One option for a less invasive method is the use of saliva as a matrix for SARS-CoV-2 detection. Besides being less invasive, there is less aversion, the costs are lower and no trained personnel is necessary for sampling, thereby reducing the infection risk and increasing the number of individuals that can be tested [9]. Importantly, the salivary glands and saliva are both thought to be a SARS-CoV-2 infection site and transmission route in (pre-)symptomatic and asymptomatic individuals [10]. This is supported by the WHO, which states that SARS-CoV-2 spreads through aerosols from the mouth or nose of an infected individual [11]. Several studies have compared the results of RT-PCR on saliva versus nasopharyngeal swab and found that they correlate well in several settings (outpatient (healthy, asymptomatic, symptomatic) and inpatient), with saliva detecting sometimes up to 10% more positive individuals [10,1216]. Prior to the COVID-19 pandemic, other respiratory viruses, including influenza A, influenza B and respiratory syncytial virus (RSV), have been detected in saliva with high sensitivity [17,18]. Saliva testing for the detection of SARS-CoV-2 is currently implemented in several countries, including South Korea, Japan, USA and Germany [12].

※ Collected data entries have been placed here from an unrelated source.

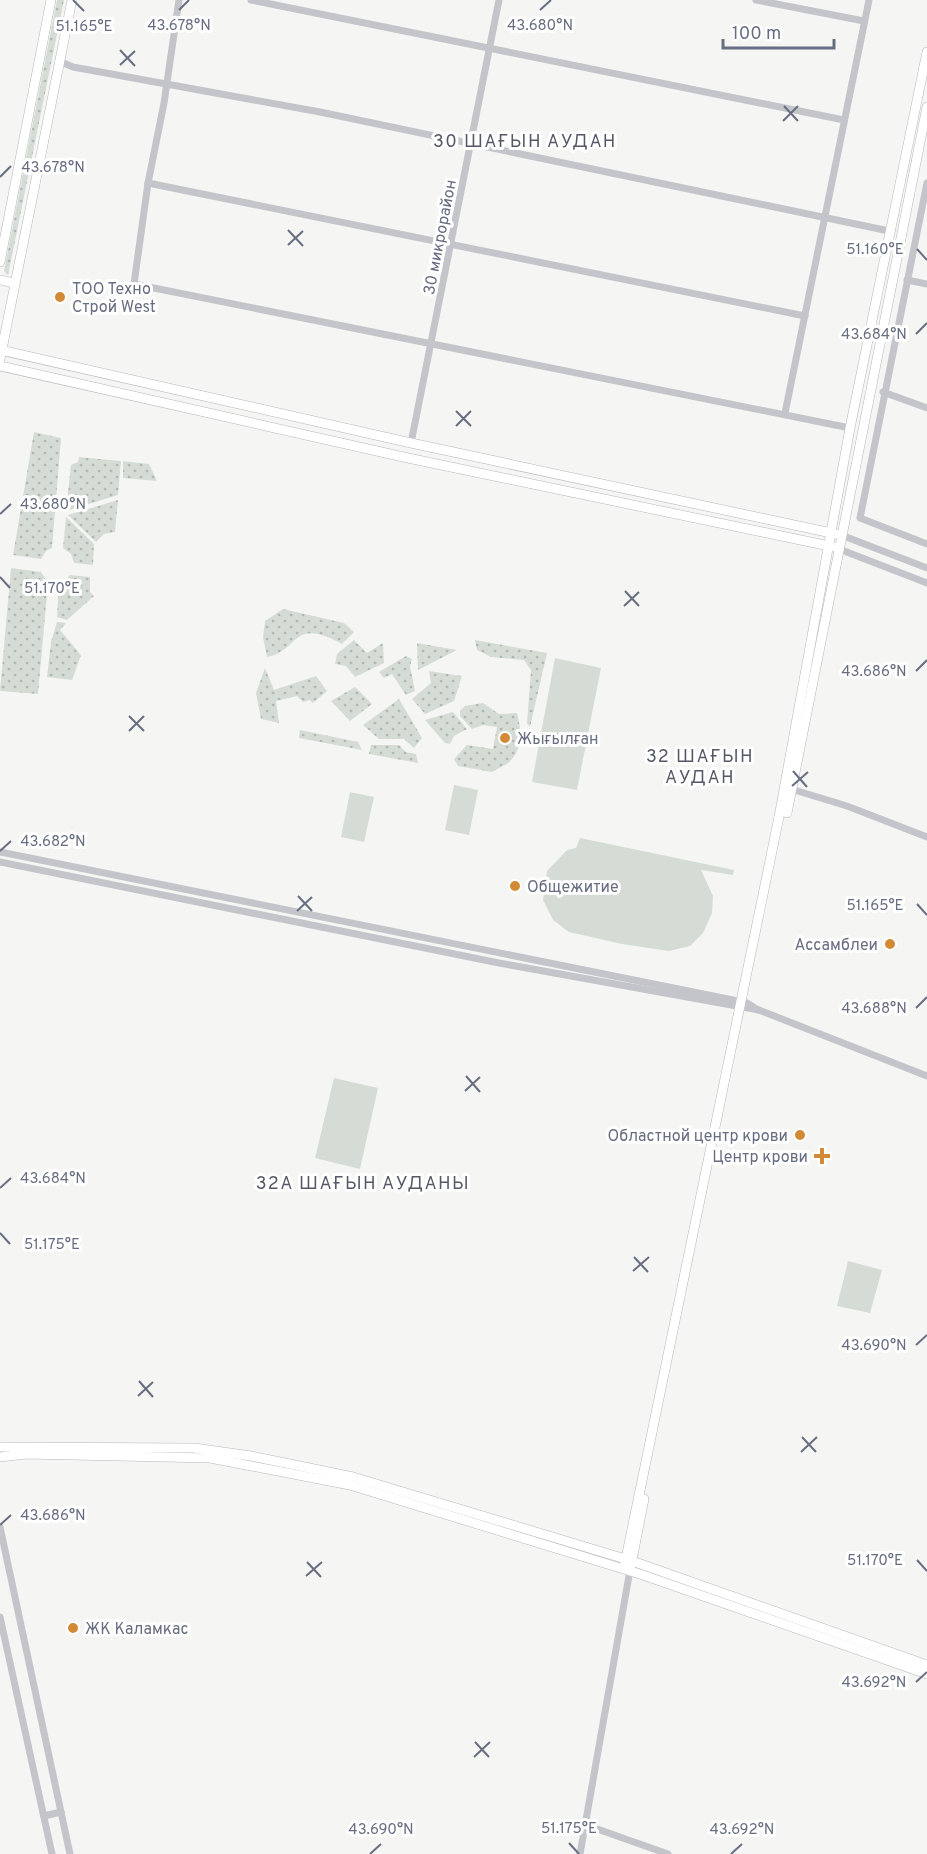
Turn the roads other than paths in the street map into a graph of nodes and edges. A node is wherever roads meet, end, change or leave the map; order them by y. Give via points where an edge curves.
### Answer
1 (51, 0) edge
2 (72, 0) edge
3 (179, 0) edge
4 (251, 0) edge
5 (499, 0) edge
6 (756, 0) edge
7 (870, 0) edge
8 (864, 21) junction
9 (489, 49) junction
10 (927, 52) edge
11 (59, 61) junction
12 (166, 86) junction
13 (927, 107) edge
14 (844, 120) junction
15 (470, 146) junction
16 (148, 183) junction
17 (927, 183) edge
18 (825, 219) junction
19 (4, 224) edge
20 (889, 231) junction
21 (450, 245) junction
22 (0, 262) edge
23 (0, 280) edge
24 (907, 280) junction
25 (14, 283) junction
26 (927, 284) edge
27 (805, 316) junction
28 (432, 343) junction
29 (1, 353) edge
30 (0, 366) edge
31 (883, 392) junction
32 (927, 408) edge
33 (785, 413) junction
34 (850, 428) junction
35 (411, 443) junction
36 (852, 485) junction
37 (865, 488) junction
38 (831, 532) junction
39 (842, 535) junction
40 (927, 543) edge
41 (829, 546) junction
42 (839, 549) junction
43 (927, 568) edge
44 (927, 583) edge
45 (792, 789) junction
46 (927, 837) edge
47 (0, 852) edge
48 (0, 862) edge
49 (744, 1006) junction
50 (927, 1076) edge
51 (0, 1447) edge
52 (0, 1457) edge
53 (0, 1527) edge
54 (628, 1565) junction
55 (0, 1617) edge
56 (927, 1665) edge
57 (927, 1674) edge
58 (62, 1812) junction
59 (44, 1816) junction
60 (586, 1825) junction
61 (52, 1854) edge
62 (70, 1854) edge
63 (580, 1854) edge
64 (668, 1854) edge

1 - 19 main road
2 - 11 main road
3 - 12 street
4 - 9 street
5 - 9 street, 30 микрорайон
6 - 8 street
7 - 8 street
8 - 14 street
9 - 14 street
9 - 15 street, 30 микрорайон
10 - 20 main road
11 - 12 street via 73,68
11 - 25 main road
12 - 15 street via 320,112
12 - 16 street
13 - 36 main road
14 - 18 street
15 - 18 street
15 - 21 street, 30 микрорайон
16 - 21 street
16 - 28 street via 134,284
17 - 24 street
18 - 20 street
18 - 27 street
19 - 22 main road
20 - 34 main road
21 - 27 street
21 - 28 street, 30 микрорайон
23 - 25 main road
24 - 26 street
24 - 31 street
25 - 29 main road
27 - 33 street
28 - 33 street
28 - 35 street, 30 микрорайон
29 - 35 main road
30 - 41 main road via 408,458
31 - 32 street
31 - 37 street
33 - 34 street
34 - 38 main road
35 - 38 main road
36 - 37 street
36 - 39 main road
37 - 40 street via 860,518
38 - 39 main road
38 - 41 main road
39 - 42 main road
39 - 43 street
41 - 42 main road
41 - 49 main road
42 - 44 street
42 - 45 main road
45 - 46 street
45 - 49 main road
47 - 49 street
48 - 49 street via 499,963
49 - 50 street
49 - 54 main road
51 - 54 main road via 195,1448 251,1456 369,1481
52 - 54 main road via 165,1456 230,1462 350,1485
53 - 58 street
54 - 56 main road
54 - 57 main road
54 - 60 street
55 - 59 street
58 - 59 street
58 - 62 street
59 - 61 street
60 - 63 street
60 - 64 street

Previously, we described a pilot study to detect SARS-CoV-2 in saliva intracellularly by means of a fluorescence in situ hybridization (FISH)-based method [19]. Here, we first describe the manual evaluation of this method in mild to moderate symptomatic individuals as a proof-of-concept. Secondly, we show how this method operates automatically in an outpatient setting, utilizing the Biotrack-MED® analyzer as a sample reading platform.

Methods

Study population—Proof-of-concept

This study population consisted of 28 persons (88% men and 12% women) in the age of 18–70 year. Inclusion criteria were: ≥ 18 years of age, up to 2 days mild to moderate symptomatic (Table 1) at the time of saliva sampling and samples were taken between 1-10-2020 and 1-12-2020. In addition, all included persons have been tested for SARS-CoV-2 by a local Dutch Municipal Health Services by RT-PCR of a nasopharyngeal swab ± 1 day before or after the saliva sample collection. Ten persons (P1-P10) were SARS-CoV-2 RT-PCR positive, of whom 80% presented with mild symptoms and 20% with moderate symptoms. Eighteen persons (N1-18) were SARS-CoV-2 RT-PCR negative and all of these persons presented with mild symptoms.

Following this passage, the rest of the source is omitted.